The reduction in alcohol drinking by peripherally injected angiotensin II is selectively mediated by the AT1 receptor subtype

Abstract

We investigated which of the two angiotensin (ANG) receptor subtypes mediates the reduction in alcohol intake produced by peripheral injections of ANG II. Adult male Wistar rats were trained to self-administer alcohol (6% w/v) using a procedure that, by limiting access to a brief daily availability period (40 min), fosters a bout pattern of alcohol drinking and a pharmacodynamic effect. Water was continuously available. Once intake stabilized, groups received daily injections either 200 micrograms/kg ANG II SC or the control vehicle saline immediately prior to alcohol availability. Alcohol consumption was attenuated and water intake elevated in the groups receiving ANG II and was unaffected by the vehicle injections. Following this, different groups were pretreated with ascending doses (0.25, 0.5, 1.0 mg/kg) of either PD123319, the selective AT2 receptor antagonist, Sar1,Thr8-ANG II (0.25 mg/kg), the nonselective ANG II antagonist, or DuP753 (0.25, 0.5, 1.0 mg/kg), the selective AT1 receptor antagonist.
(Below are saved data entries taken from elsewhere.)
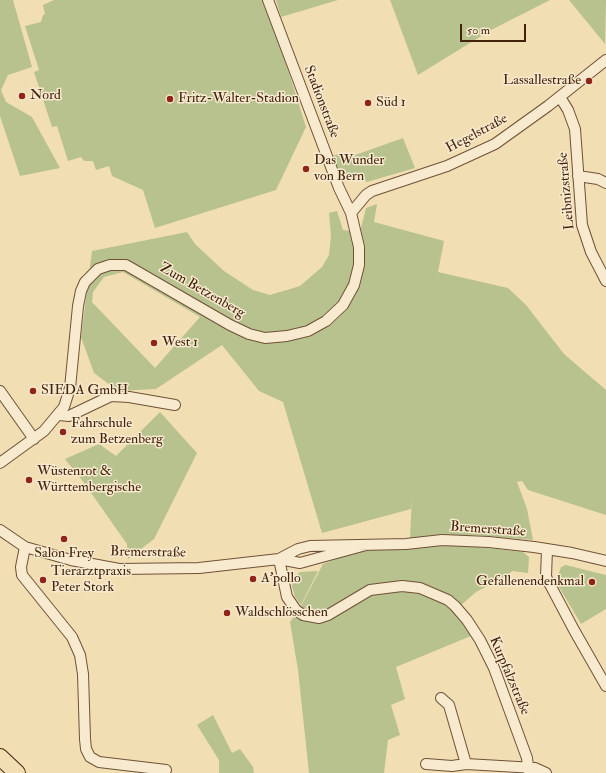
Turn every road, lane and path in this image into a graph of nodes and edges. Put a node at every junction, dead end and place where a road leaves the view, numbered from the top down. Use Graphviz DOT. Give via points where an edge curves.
graph roads {
  1 [pos="268,0"];
  2 [pos="606,60"];
  3 [pos="560,97"];
  4 [pos="578,176"];
  5 [pos="606,183"];
  6 [pos="351,213"];
  7 [pos="606,281"];
  8 [pos="0,391"];
  9 [pos="175,405"];
  10 [pos="59,415"];
  11 [pos="34,439"];
  12 [pos="0,463"];
  13 [pos="0,530"];
  14 [pos="366,545"];
  15 [pos="25,547"];
  16 [pos="546,549"];
  17 [pos="278,559"];
  18 [pos="606,561"];
  19 [pos="606,686"];
  20 [pos="441,698"];
  21 [pos="0,757"];
  22 [pos="426,764"];
  23 [pos="466,764"];
  24 [pos="166,770"];
  25 [pos="529,770"];
  26 [pos="17,773"];
  27 [pos="546,773"];
  1 -- 6 [label="street, Stadionstraße" via="339,188"];
  2 -- 3 [label="street, Hegelstraße"];
  3 -- 4 [label="street, Leibnizstraße" via="575,129"];
  3 -- 6 [label="street, Hegelstraße" via="481,152 372,191"];
  4 -- 5 [label="street" via="598,178"];
  4 -- 7 [label="street, Leibnizstraße" via="580,212 585,238"];
  6 -- 10 [label="street, Zum Betzenberg" via="359,247 359,265 354,285 343,305 326,321 308,331 288,336 265,338 249,334 126,265 110,265 98,270 85,282 81,291 70,388"];
  8 -- 11 [label="street"];
  9 -- 10 [label="street" via="111,396 70,416"];
  10 -- 11 [label="street, Zum Betzenberg"];
  11 -- 12 [label="street, Zum Betzenberg"];
  13 -- 15 [label="street, Bremerstraße"];
  14 -- 16 [label="street, Bremerstraße" via="442,540 489,542"];
  14 -- 17 [label="street, Bremerstraße" via="300,563"];
  14 -- 17 [label="street, Bremerstraße" via="310,546"];
  15 -- 17 [label="street, Bremerstraße" via="71,560 119,569 199,568"];
  15 -- 24 [label="street" via="22,575 72,637 80,654 85,739 90,757 99,762"];
  16 -- 18 [label="street, Bremerstraße"];
  16 -- 19 [label="street" via="546,577"];
  17 -- 25 [label="street, Kurpfalzstraße" via="287,597 296,610 307,616 319,618 370,590 396,587 420,588 448,600 467,620 494,668"];
  20 -- 23 [label="street" via="449,705"];
  21 -- 26 [label="main road"];
  22 -- 23 [label="street"];
  23 -- 25 [label="street"];
  25 -- 27 [label="street" via="539,768"];
}
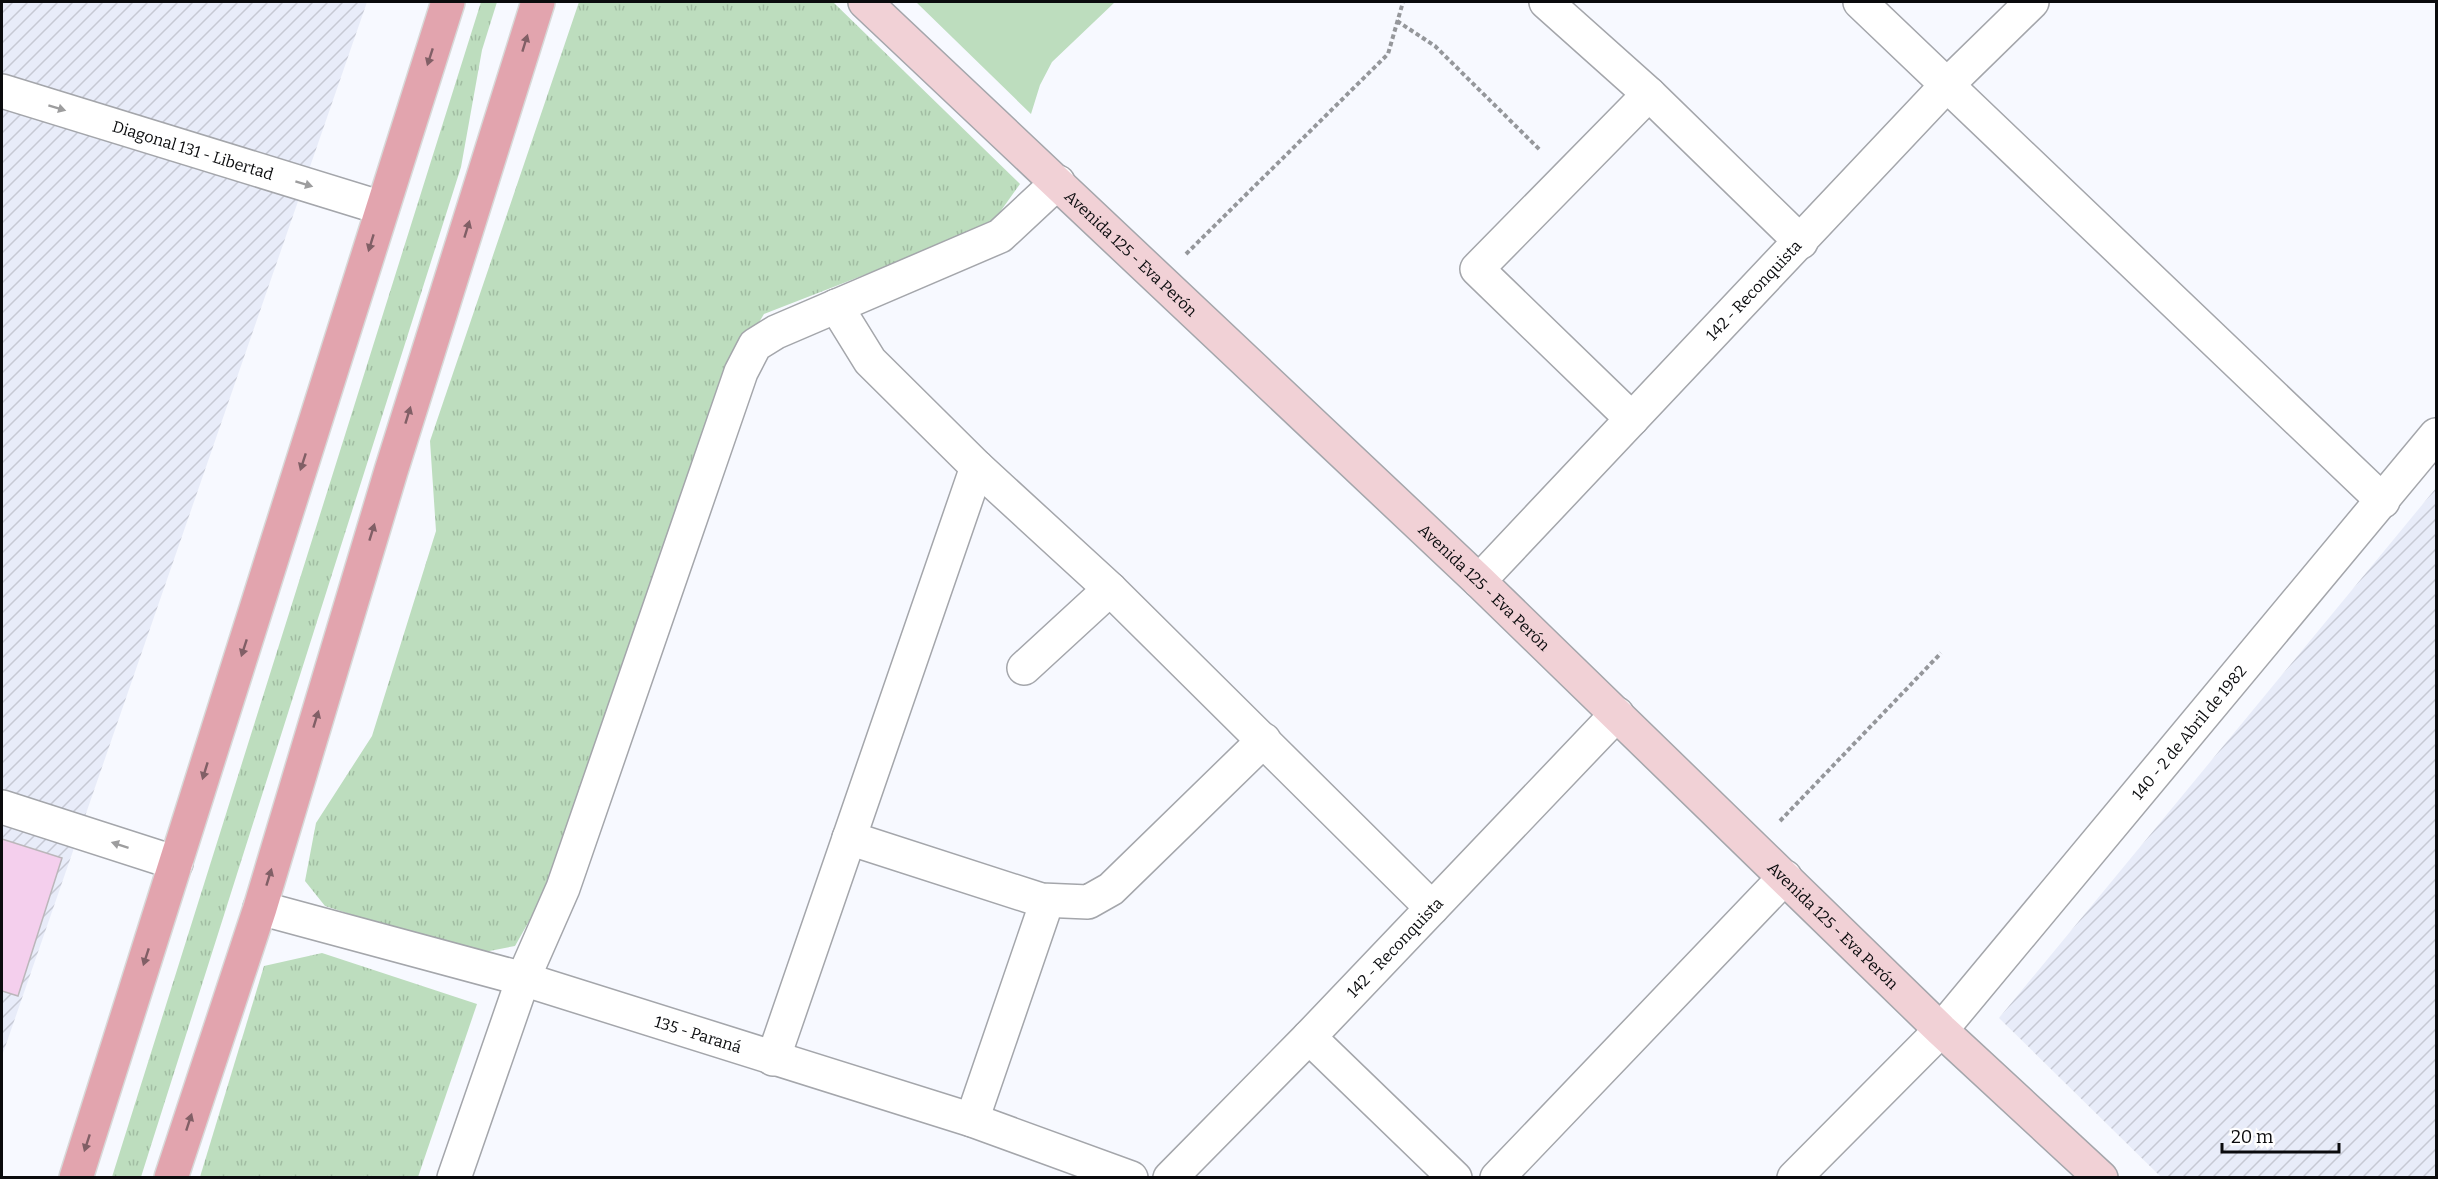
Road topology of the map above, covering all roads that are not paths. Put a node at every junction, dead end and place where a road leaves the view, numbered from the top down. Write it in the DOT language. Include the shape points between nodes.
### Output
graph roads {
  1 [pos="448,2"];
  2 [pos="538,2"];
  3 [pos="865,2"];
  4 [pos="1546,2"];
  5 [pos="1860,2"];
  6 [pos="2032,2"];
  7 [pos="1946,86"];
  8 [pos="2,91"];
  9 [pos="1649,94"];
  10 [pos="1058,182"];
  11 [pos="382,208"];
  12 [pos="1801,242"];
  13 [pos="836,306"];
  14 [pos="1632,419"];
  15 [pos="2436,435"];
  16 [pos="977,467"];
  17 [pos="2382,501"];
  18 [pos="1479,581"];
  19 [pos="1110,590"];
  20 [pos="1024,668"];
  21 [pos="1617,714"];
  22 [pos="1264,740"];
  23 [pos="2,807"];
  24 [pos="849,838"];
  25 [pos="176,863"];
  26 [pos="1785,877"];
  27 [pos="1041,900"];
  28 [pos="260,908"];
  29 [pos="1432,908"];
  30 [pos="523,979"];
  31 [pos="1941,1030"];
  32 [pos="1309,1037"];
  33 [pos="773,1059"];
  34 [pos="972,1120"];
  35 [pos="76,1178"];
  36 [pos="171,1178"];
  37 [pos="454,1178"];
  38 [pos="1131,1178"];
  39 [pos="1170,1178"];
  40 [pos="1455,1178"];
  41 [pos="1497,1178"];
  42 [pos="1794,1178"];
  43 [pos="2101,1178"];
  1 -- 11 [label="main road, one-way"];
  28 -- 2 [label="main road, one-way" via="390,471"];
  3 -- 10 [label="street, Avenida 125 - Eva Perón"];
  4 -- 9 [label="street"];
  5 -- 7 [label="street"];
  6 -- 7 [label="street, 142 - Reconquista"];
  7 -- 12 [label="street, 142 - Reconquista"];
  7 -- 17 [label="street"];
  8 -- 11 [label="street, Diagonal 131 - Libertad, one-way"];
  9 -- 12 [label="street"];
  9 -- 14 [label="street" via="1477,269"];
  10 -- 13 [label="street" via="1000,236"];
  10 -- 18 [label="street, Avenida 125 - Eva Perón"];
  11 -- 25 [label="main road, one-way"];
  12 -- 14 [label="street, 142 - Reconquista"];
  13 -- 16 [label="street" via="870,361"];
  13 -- 30 [label="street" via="755,345 741,372 563,888"];
  14 -- 18 [label="street, 142 - Reconquista"];
  15 -- 17 [label="street, 140 - 2 de Abril de 1982"];
  16 -- 19 [label="street"];
  16 -- 24 [label="street"];
  17 -- 31 [label="street, 140 - 2 de Abril de 1982"];
  18 -- 21 [label="street, Avenida 125 - Eva Perón"];
  19 -- 20 [label="street"];
  19 -- 22 [label="street"];
  21 -- 26 [label="street, Avenida 125 - Eva Perón"];
  21 -- 29 [label="street, 142 - Reconquista"];
  22 -- 27 [label="street" via="1111,889 1088,902"];
  22 -- 29 [label="street"];
  25 -- 23 [label="street, one-way"];
  24 -- 27 [label="street"];
  24 -- 33 [label="street"];
  25 -- 35 [label="main road, one-way"];
  26 -- 31 [label="street, Avenida 125 - Eva Perón"];
  26 -- 41 [label="street"];
  27 -- 34 [label="street" via="1043,913"];
  28 -- 30 [label="street, 135 - Paraná"];
  36 -- 28 [label="main road, one-way"];
  29 -- 32 [label="street, 142 - Reconquista"];
  30 -- 33 [label="street, 135 - Paraná"];
  30 -- 37 [label="street"];
  31 -- 42 [label="street, 140 - 2 de Abril de 1982"];
  31 -- 43 [label="street, Avenida 125 - Eva Perón"];
  32 -- 39 [label="street, 142 - Reconquista"];
  32 -- 40 [label="street"];
  33 -- 34 [label="street, 135 - Paraná"];
  34 -- 38 [label="street, 135 - Paraná"];
}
Control groups received antagonist pretreatment followed by the ANG II vehicle. Neither PD123319, DuP753, or Sar1, Thr8-ANG II had any effect of their own on alcohol or water intake. Pretreatment with PD123319 did not alter the suppressive effect of ANG II on alcohol intake. DuP753 produced a dose-dependent attenuation in the suppressive effect of ANG II on alcohol intake and antagonized the dipsogenic effect of ANG II on water intake. The effect of Sar1,Thr8-ANG II was similar to that of DuP753. These findings suggest that the reduction in alcohol intake produced by ANG II is mediated through the AT1 receptor subtype.